- Born: Elena Gutiérrez Nascimento 1944 (age 81–82)
- Education: School of Dance, University of Chile; Beijing Dance School; Lunacharsky State Institute for Theatre Arts;
- Spouse: Mohsen Sadoon Yasin ​(divorced)​
- Children: Ishtar Yasin Gutiérrez
- Father: Joaquín Gutiérrez
- Career
- Former groups: Chilean National Ballet, 1968–1973

= Elena Gutiérrez =

Costa Rican-Chilean ballet dancer and choreographer (born 1944)

Elena Gutiérrez Nascimento (born 1944) is a Costa Rican-Chilean ballet dancer, choreographer and founder of Costa Rica's National Dance Company (Compania Nacional de Danza). Gutiérrez was the founder and the first director of the School of Dance at the National University of Costa Rica.

==Early life and education==
Gutiérrez was born in 1944 to Joaquín Gutiérrez, a Costa Rican writer, and Elena Nascimento, a Chilean.

Enrolling at the School of Dance at the University of Chile in 1958, Gutiérrez studied under Joan Jara, Sigurd Leeder and Patricio Bunster. Gutiérrez later studied at the Beijing Dance School and the Bolshoi Theatre before earning a MA from the Choreography Faculty of the Lunacharsky State Institute for Theatre Arts.

==Career==
In 1968, Gutiérrez settled in Chile and began dancing for the Chilean National Ballet. Following the 1973 Chilean coup d'état, Gutiérrez and her family fled to Costa Rica.

In 1974, Gutiérrez founded and became the first director of the School of Dance at the National University of Costa Rica. The following year, Gutiérrez and Cristina Gigirey founded the Ballet Moderno de Cámara. Later institutionalized by the Ministry of Culture, the Ballet Moderno de Cámara became the National Dance Company (Compania Nacional de Danza) in 1979.

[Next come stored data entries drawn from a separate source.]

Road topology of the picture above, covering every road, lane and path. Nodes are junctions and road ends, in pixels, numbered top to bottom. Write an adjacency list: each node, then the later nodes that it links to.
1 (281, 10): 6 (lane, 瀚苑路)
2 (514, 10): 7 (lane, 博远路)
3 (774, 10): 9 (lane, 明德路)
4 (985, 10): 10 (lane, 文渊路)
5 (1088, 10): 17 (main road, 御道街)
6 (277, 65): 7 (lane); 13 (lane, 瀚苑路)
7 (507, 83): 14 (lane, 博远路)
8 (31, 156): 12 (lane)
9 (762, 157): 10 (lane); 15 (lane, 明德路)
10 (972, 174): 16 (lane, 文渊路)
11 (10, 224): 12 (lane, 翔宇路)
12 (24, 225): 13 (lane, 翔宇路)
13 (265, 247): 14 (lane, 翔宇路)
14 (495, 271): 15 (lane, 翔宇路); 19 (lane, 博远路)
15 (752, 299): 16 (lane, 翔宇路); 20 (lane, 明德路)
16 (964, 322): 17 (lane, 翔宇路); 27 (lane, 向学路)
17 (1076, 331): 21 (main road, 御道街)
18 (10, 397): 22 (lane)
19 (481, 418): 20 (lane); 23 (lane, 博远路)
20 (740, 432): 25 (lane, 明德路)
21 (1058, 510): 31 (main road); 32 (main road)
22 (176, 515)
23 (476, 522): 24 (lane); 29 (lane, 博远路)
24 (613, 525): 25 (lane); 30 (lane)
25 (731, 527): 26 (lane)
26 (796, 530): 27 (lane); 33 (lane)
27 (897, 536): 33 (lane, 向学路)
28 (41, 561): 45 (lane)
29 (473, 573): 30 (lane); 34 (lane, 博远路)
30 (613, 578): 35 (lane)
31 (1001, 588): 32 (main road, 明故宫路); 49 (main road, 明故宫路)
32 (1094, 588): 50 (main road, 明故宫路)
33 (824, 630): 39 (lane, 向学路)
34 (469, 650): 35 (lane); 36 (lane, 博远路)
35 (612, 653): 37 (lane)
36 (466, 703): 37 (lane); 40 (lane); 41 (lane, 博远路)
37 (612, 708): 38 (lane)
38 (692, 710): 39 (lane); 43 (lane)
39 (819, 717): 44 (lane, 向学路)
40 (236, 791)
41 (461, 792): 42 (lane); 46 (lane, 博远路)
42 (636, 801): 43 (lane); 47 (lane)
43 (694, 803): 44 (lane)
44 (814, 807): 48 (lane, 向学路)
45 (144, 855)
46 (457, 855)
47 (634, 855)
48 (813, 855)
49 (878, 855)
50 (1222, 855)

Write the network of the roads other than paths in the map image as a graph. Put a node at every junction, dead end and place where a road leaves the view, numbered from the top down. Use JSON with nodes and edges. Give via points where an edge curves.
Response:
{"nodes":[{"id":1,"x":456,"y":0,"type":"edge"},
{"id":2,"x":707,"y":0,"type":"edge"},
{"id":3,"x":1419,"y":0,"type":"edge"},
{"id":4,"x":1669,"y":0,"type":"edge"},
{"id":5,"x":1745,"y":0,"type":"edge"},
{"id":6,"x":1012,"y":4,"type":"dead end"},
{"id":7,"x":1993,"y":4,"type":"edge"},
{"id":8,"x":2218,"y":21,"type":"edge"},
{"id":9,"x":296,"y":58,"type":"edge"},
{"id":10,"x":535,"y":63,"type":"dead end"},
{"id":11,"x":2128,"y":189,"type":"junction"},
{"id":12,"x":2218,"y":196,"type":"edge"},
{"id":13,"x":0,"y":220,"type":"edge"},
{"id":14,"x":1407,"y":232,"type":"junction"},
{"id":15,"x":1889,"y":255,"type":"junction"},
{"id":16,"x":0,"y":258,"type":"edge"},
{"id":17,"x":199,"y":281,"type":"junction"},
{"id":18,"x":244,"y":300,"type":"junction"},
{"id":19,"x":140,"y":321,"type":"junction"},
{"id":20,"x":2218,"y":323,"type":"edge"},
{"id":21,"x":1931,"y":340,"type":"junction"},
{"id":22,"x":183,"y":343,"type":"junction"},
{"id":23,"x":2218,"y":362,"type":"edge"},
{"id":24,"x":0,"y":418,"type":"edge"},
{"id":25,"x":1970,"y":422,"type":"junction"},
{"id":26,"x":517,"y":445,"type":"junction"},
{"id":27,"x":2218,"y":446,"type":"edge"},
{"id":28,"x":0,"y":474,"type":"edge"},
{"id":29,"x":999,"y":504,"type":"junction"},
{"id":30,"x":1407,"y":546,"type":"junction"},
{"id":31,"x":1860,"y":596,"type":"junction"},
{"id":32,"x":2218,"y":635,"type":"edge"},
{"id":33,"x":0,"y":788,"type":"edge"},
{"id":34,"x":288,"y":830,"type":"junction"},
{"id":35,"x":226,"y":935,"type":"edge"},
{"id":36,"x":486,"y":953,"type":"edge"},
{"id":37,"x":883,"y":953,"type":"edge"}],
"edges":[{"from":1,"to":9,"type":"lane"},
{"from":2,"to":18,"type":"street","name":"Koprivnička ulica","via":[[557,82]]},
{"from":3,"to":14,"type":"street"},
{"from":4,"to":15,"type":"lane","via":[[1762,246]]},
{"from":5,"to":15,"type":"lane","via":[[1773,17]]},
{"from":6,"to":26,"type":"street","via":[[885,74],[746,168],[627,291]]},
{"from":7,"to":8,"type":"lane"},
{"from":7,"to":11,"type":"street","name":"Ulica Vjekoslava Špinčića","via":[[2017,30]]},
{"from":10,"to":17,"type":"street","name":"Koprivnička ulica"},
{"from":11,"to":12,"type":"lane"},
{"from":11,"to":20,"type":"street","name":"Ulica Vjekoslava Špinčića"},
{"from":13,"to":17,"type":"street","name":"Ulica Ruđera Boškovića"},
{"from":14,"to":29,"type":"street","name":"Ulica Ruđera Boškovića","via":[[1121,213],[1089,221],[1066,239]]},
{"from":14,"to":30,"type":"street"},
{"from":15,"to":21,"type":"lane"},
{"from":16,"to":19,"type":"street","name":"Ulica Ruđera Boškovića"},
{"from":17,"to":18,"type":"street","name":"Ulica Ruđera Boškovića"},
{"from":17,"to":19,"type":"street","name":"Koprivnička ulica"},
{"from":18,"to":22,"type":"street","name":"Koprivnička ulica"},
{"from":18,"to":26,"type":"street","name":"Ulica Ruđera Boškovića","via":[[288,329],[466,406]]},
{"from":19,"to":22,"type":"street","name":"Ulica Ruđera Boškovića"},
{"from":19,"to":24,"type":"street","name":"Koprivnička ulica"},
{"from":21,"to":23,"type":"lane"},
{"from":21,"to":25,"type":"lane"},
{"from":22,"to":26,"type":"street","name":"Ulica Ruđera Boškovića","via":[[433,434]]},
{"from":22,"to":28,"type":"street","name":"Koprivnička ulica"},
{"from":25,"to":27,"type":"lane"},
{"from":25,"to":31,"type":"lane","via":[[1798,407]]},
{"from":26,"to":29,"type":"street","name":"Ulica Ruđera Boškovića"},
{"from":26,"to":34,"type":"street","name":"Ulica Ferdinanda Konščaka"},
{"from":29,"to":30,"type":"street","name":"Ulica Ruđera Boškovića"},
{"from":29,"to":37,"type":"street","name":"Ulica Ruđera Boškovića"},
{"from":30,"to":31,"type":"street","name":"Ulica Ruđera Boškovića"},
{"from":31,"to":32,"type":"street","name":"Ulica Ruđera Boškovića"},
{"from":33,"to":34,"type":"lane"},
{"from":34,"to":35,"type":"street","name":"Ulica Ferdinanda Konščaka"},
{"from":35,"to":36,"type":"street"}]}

Gutiérrez choreographed Beatles 3/4 (1976), Pavana Para una Infanta (1980), Brindis (1985) and Bienaventurados (1987).

==Personal life==
Gutiérrez was previously married to Mohsen Sadoon Yasin (1932–2014), an Iraq theatre director, before later divorcing. Gutiérrez gave birth to the couple's daughter Ishtar Yasin Gutiérrez, a director, screenwriter, producer and actress, whilst studying in Moscow.